Otros dos años pasaron. Meses antes,
Daniela había ido a probar suerte en San José. Al fin pude hacer tiempo para que
nos volviéramos a juntar. Fui a San José. Para la ocasión, como si lo nuestro fuera
luna de miel, Florencia nos invitó al Milvia, nos preparó la misma habitación,
otra vez con nuevos cuadros: variaciones de gallos en rojo y amarillo. Era como
volver a casa. Otra vez sentarme en la terraza en el techo del Milvia a ver los
cielos siempre cambiantes de Costa Rica, escuchar el pitazo del tren de San
José a Cartago, caminar este vecindario pueblerino… Gracias al Milvia, de hecho
fue una luna de miel.
En estos días de mayo, el Milvia va a
cerrar. La casona será derrumbada, en su lugar se construirá un moderno edificio.
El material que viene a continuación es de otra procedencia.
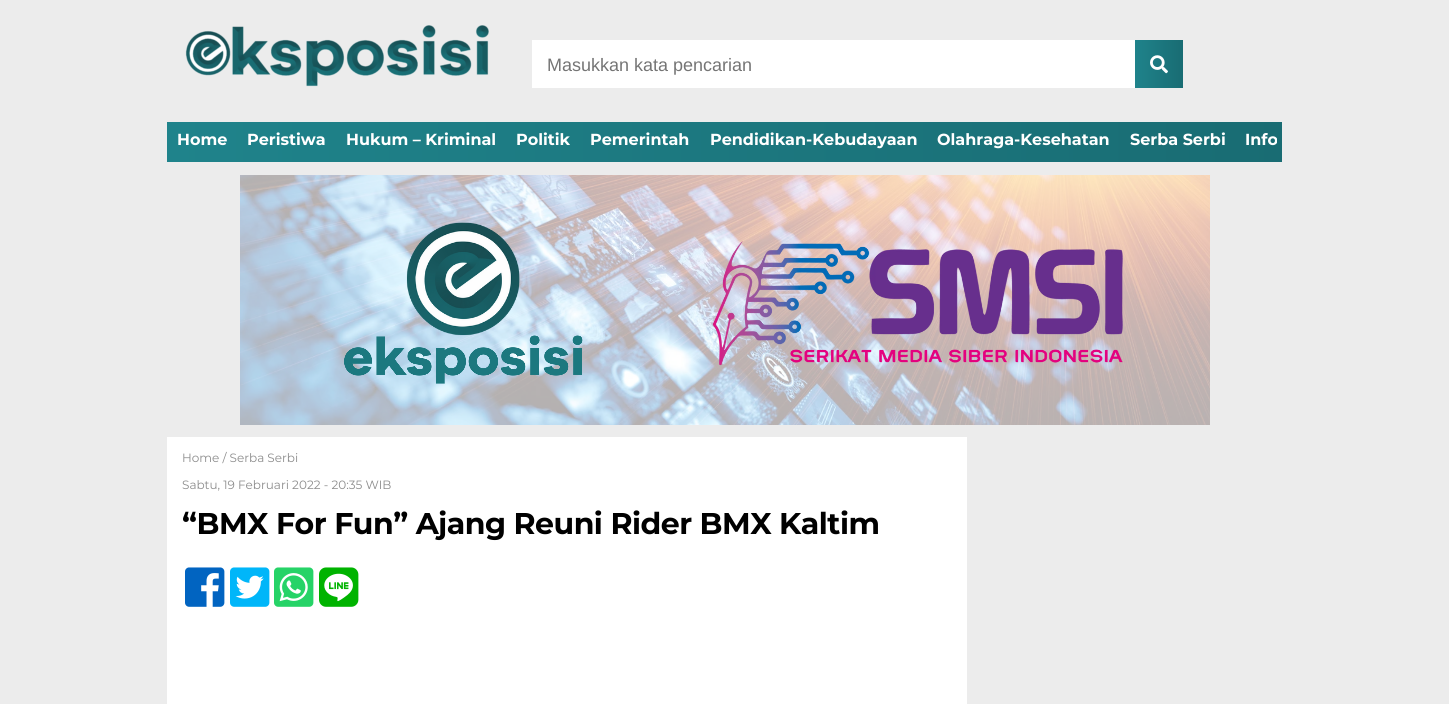 #include <cairo.h>
#include <math.h>
#include <stddef.h>

static cairo_t *ctx;

static void use_color(int r, int g, int b) {
    cairo_set_source_rgb(ctx, r / 255.0, g / 255.0, b / 255.0);
}

static void spaced_text(double x, double y, const char *s, double letter, double word) {
    cairo_move_to(ctx, x, y);
    while (*s) {
        char ch[5] = {0};
        int n = 0;
        do ch[n++] = *s++; while ((*s & 0xC0) == 0x80);
        cairo_show_text(ctx, ch);
        cairo_rel_move_to(ctx, letter + word * (*ch == ' '), 0);
    }
}

static void picture(const char *path, double x, double y, double w, double h) {
    cairo_surface_t *image = cairo_image_surface_create_from_png(path);
    cairo_save(ctx);
    cairo_set_source_surface(ctx, image, x, y);
    cairo_rectangle(ctx, x, y, w, h);
    cairo_fill(ctx);
    cairo_restore(ctx);
    cairo_surface_destroy(image);
}

int main(void) {
    cairo_surface_t *surface = cairo_image_surface_create(CAIRO_FORMAT_RGB24, 1449, 704);
    ctx = cairo_create(surface);
    cairo_font_options_t *options = cairo_font_options_create();
    cairo_font_options_set_hint_metrics(options, CAIRO_HINT_METRICS_OFF);
    cairo_font_options_set_hint_style(options, CAIRO_HINT_STYLE_NONE);
    cairo_set_font_options(ctx, options);
    cairo_set_miter_limit(ctx, 4);
    cairo_pattern_t *gradient;
    use_color(236, 236, 236);
    cairo_paint(ctx);
    picture("img1.png", 185, 25, 304, 62);
    use_color(255, 255, 255);
    cairo_rectangle(ctx, 532, 40, 603, 48);
    cairo_fill(ctx);
    cairo_select_font_face(ctx, "Liberation Sans", CAIRO_FONT_SLANT_NORMAL, CAIRO_FONT_WEIGHT_NORMAL);
    cairo_set_font_size(ctx, 18);
    use_color(117, 117, 117);
    cairo_move_to(ctx, 547, 71);
    cairo_show_text(ctx, "Masukkan kata pencarian");
    gradient = cairo_pattern_create_linear(1135, 64, 1183, 64);
    cairo_pattern_add_color_stop_rgba(gradient, 0, 0.122, 0.514, 0.545, 1);
    cairo_pattern_add_color_stop_rgba(gradient, 1, 0.098, 0.424, 0.451, 1);
    cairo_set_source(ctx, gradient);
    cairo_pattern_destroy(gradient);
    cairo_rectangle(ctx, 1135, 40, 48, 48);
    cairo_fill(ctx);
    picture("img2.png", 1150, 55, 18, 19);
    gradient = cairo_pattern_create_linear(167, 142, 1282, 142);
    cairo_pattern_add_color_stop_rgba(gradient, 0, 0.122, 0.514, 0.545, 1);
    cairo_pattern_add_color_stop_rgba(gradient, 1, 0.098, 0.424, 0.451, 1);
    cairo_set_source(ctx, gradient);
    cairo_pattern_destroy(gradient);
    cairo_rectangle(ctx, 167, 122, 1115, 40);
    cairo_fill(ctx);
    cairo_select_font_face(ctx, "Montserrat", CAIRO_FONT_SLANT_NORMAL, CAIRO_FONT_WEIGHT_BOLD);
    cairo_set_font_size(ctx, 16);
    use_color(255, 255, 255);
    cairo_move_to(ctx, 177, 145);
    cairo_show_text(ctx, "Home");
    cairo_move_to(ctx, 247, 145);
    cairo_show_text(ctx, "Peristiwa");
    cairo_move_to(ctx, 346, 145);
    cairo_show_text(ctx, "Hukum – Kriminal");
    cairo_move_to(ctx, 516, 145);
    cairo_show_text(ctx, "Politik");
    cairo_move_to(ctx, 590, 145);
    cairo_show_text(ctx, "Pemerintah");
    cairo_move_to(ctx, 710, 145);
    cairo_show_text(ctx, "Pendidikan-Kebudayaan");
    cairo_move_to(ctx, 937, 145);
    cairo_show_text(ctx, "Olahraga-Kesehatan");
    cairo_move_to(ctx, 1130, 145);
    cairo_show_text(ctx, "Serba Serbi");
    cairo_move_to(ctx, 1245, 145);
    cairo_show_text(ctx, "Info");
    picture("img3.png", 240, 175, 970, 250);
    cairo_rectangle(ctx, 167, 437, 800, 267);
    cairo_fill(ctx);
    cairo_select_font_face(ctx, "Montserrat", CAIRO_FONT_SLANT_NORMAL, CAIRO_FONT_WEIGHT_NORMAL);
    cairo_set_font_size(ctx, 12);
    use_color(140, 140, 140);
    cairo_move_to(ctx, 182, 462);
    cairo_show_text(ctx, "Home / Serba Serbi");
    cairo_move_to(ctx, 182, 489);
    cairo_show_text(ctx, "Sabtu, 19 Februari 2022 - 20:35 WIB");
    cairo_select_font_face(ctx, "Montserrat", CAIRO_FONT_SLANT_NORMAL, CAIRO_FONT_WEIGHT_BOLD);
    cairo_set_font_size(ctx, 30);
    use_color(0, 0, 0);
    spaced_text(182, 534, "“BMX For Fun” Ajang Reuni Rider BMX Kaltim", -0.5, 0);
    picture("img4.png", 185, 567, 40, 40);
    picture("img5.png", 230, 567, 40, 40);
    picture("img6.png", 274, 567, 40, 40);
    picture("img7.png", 319, 567, 40, 40);
    cairo_surface_write_to_png(surface, "result.png");
    cairo_font_options_destroy(options);
    cairo_destroy(ctx);
    cairo_surface_destroy(surface);
    return 0;
}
Llegó el desarrollo, y ya no habrá espacio para el Milvia. Escribo estas líneas
con tristeza. Ya no tendré ese refugio. Habrán otros, pero ninguno como el Milvia.
Para mi, San José ya no será lo mismo, será un poco menos pueblo, un poco más
ciudad. Las ciudades, siempre cuando desaparecen las tiendas de esquina, los
cafés de vecindario y los hotelitos de barrio, pierden carácter, encanto y
calidad de vida. Ni modo.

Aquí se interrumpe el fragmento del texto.